3. Results and Discussion

Wheat growth was assessed by measuring shoot dry weight (DW). In wheat grown in control soil (NOP, without the previous growth of O. compressus), shoot weight was substantially lower (about 66%) than when grown in soil with the previous growth of O. compressus (Figure 1). Disruption of ERM structure by soil disturbance was detrimental to wheat growth, leading to shoot weights similar to those of wheat grown in NOP soil. A clear influence of an intact ERM as AMF inoculum source could be seen in wheat growth.

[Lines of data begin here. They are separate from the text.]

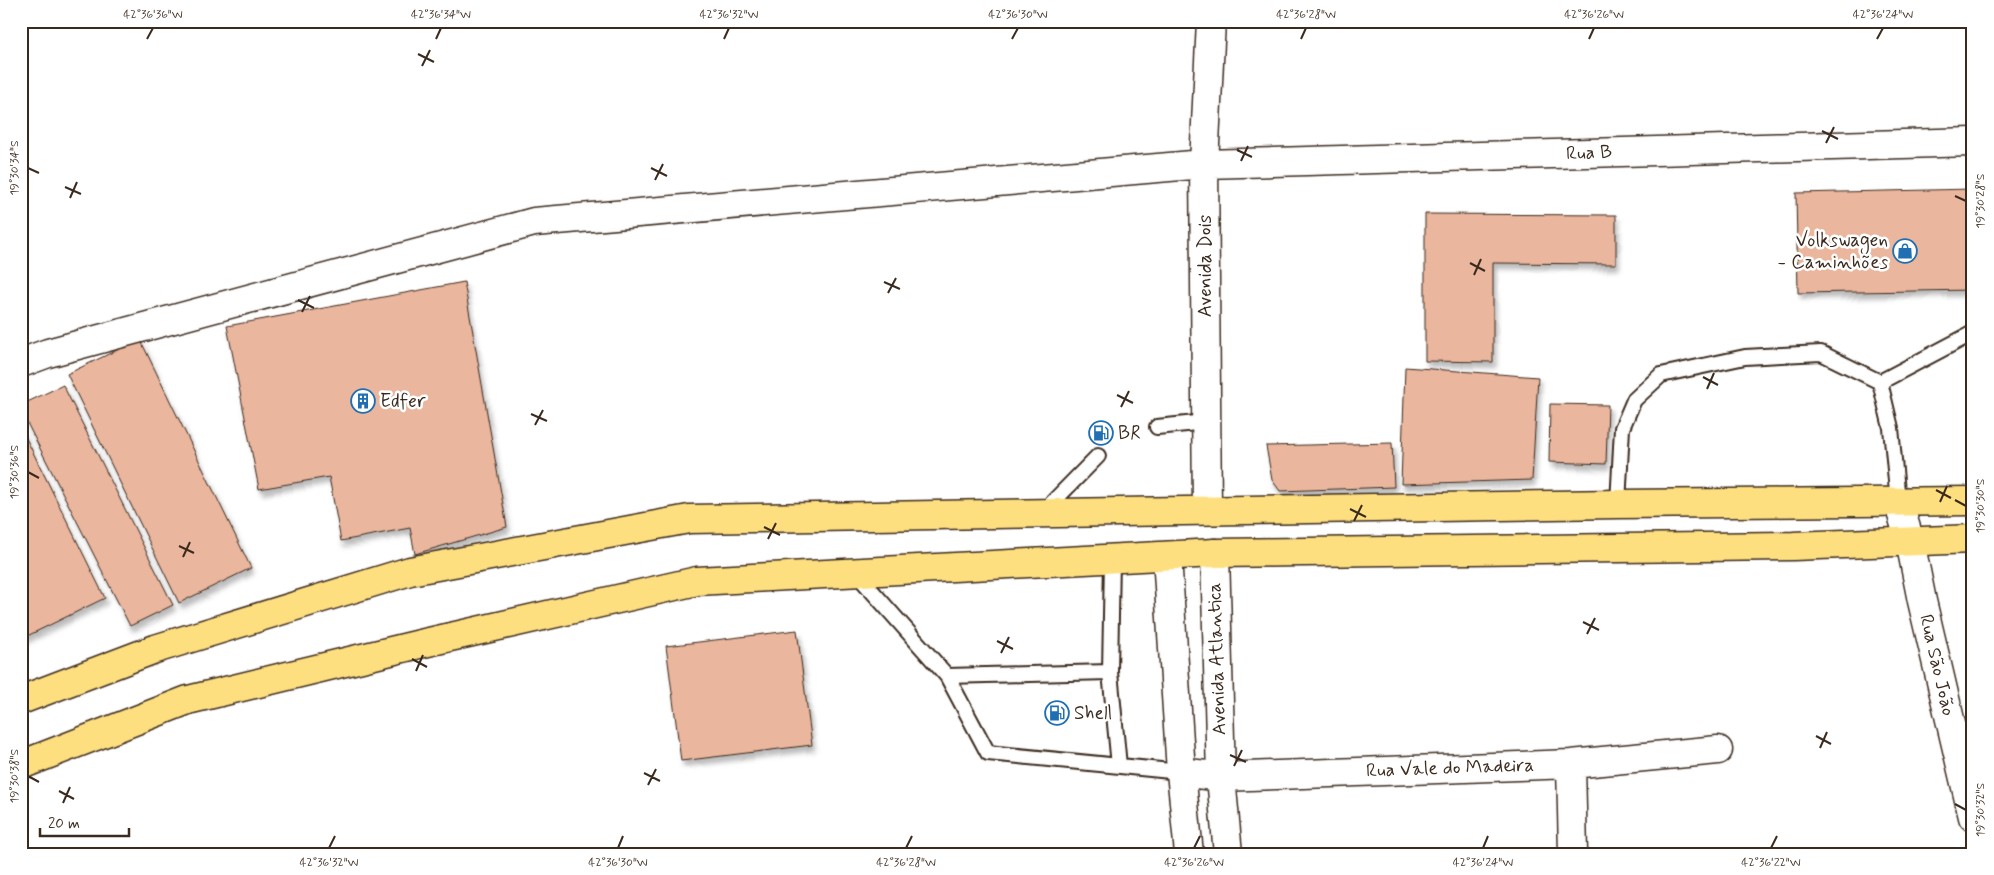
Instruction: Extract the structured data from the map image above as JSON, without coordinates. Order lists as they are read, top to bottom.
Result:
{
  "streets": {
    "street": [
      "Rua B",
      "Avenida Dois",
      "Avenida Atlantica",
      "Rua São João",
      "Rua Vale do Madeira"
    ]
  },
  "crossings": [
    ["Rua B", "Avenida Dois"],
    ["Avenida Atlantica", "Rua Vale do Madeira"]
  ],
  "places": {
    "shop": ["Volkswagen - Caminhões"],
    "building": ["Edfer"],
    "fuel station": ["BR", "Shell"]
  },
  "scale_bar": "20 m",
  "coordinates": [
    "42°36'36\"W",
    "42°36'34\"W",
    "42°36'32\"W",
    "42°36'30\"W",
    "42°36'28\"W",
    "42°36'26\"W",
    "42°36'24\"W",
    "19°30'34\"S",
    "19°30'28\"S",
    "19°30'36\"S",
    "19°30'30\"S",
    "19°30'38\"S",
    "19°30'32\"S",
    "42°36'22\"W"
  ]
}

Wheat shoot Mn, Al, Fe and Zn levels were also characterized to determine the influence of an intact ERM, as the main inoculum source, on plant element homeostasis. The levels of Mn were higher in shoots of wheat grown in acidic soil without the previous growth of O. compressus (Figure 2a). Soil with intact ERM led to considerably lower wheat shoot Mn levels (from 247 to 63 mg Mn/kg shoot DW) to levels considered below a toxicity threshold in cereals [9,17]. The disruption of the ERM structure (in disturbed soil) influenced Mn accumulation in the shoots (lower Mn levels), but not as extensively as in the presence of an intact ERM (Figure 2a). Besides the early AMF colonization of wheat, promoted by the intact ERM previously developed in the soil by O. compressus, the microbiological environment created in the soil may have promoted the establishment of other plant beneficial microorganisms with the ability to influence wheat Mn uptake or internal partition. For Al and Fe, the presence of an intact ERM in the soil led to a lower element concentration in the shoot, but no substantial influence was detected after soil disturbance (ERM disruption) (Figure 2b,c). For Zn, a similar tendency to Mn was observed (Figure 2d). Shoot Zn levels were higher when wheat was grown in NOP soil but lowered considerably in soil with an intact ERM. Soil disturbance led to intermediate Zn levels in wheat shoots (Figure 2d). These preliminary results suggest that the intact ERM formed by AMF associated with O. compressus deeply influence wheat shoot Mn, Al, Fe and Zn levels. Additionally, the rhizospheric environment created by the previous growth of O. compressus also influences Mn and Zn, but not Al and Fe.

Although Al has no known function in plant tissues, in some plants its presence under nontoxic concentrations appears to be beneficial to growth. The mechanisms behind this beneficial effect are believed to be related to the influence of Al assimilation on the uptake dynamics of plant essential nutrients, and in the activity of the antioxidant enzymes superoxide dismutase (SOD), catalase (CAT) and ascorbate peroxidase (APX) [18]. Fe and Zn are important microelements with essential functions in photosynthesis and plant energy metabolism. Further studies will determine the importance of the tight control of metal elements being exerted by the intact ERM of AMF associated with O. compressus on wheat.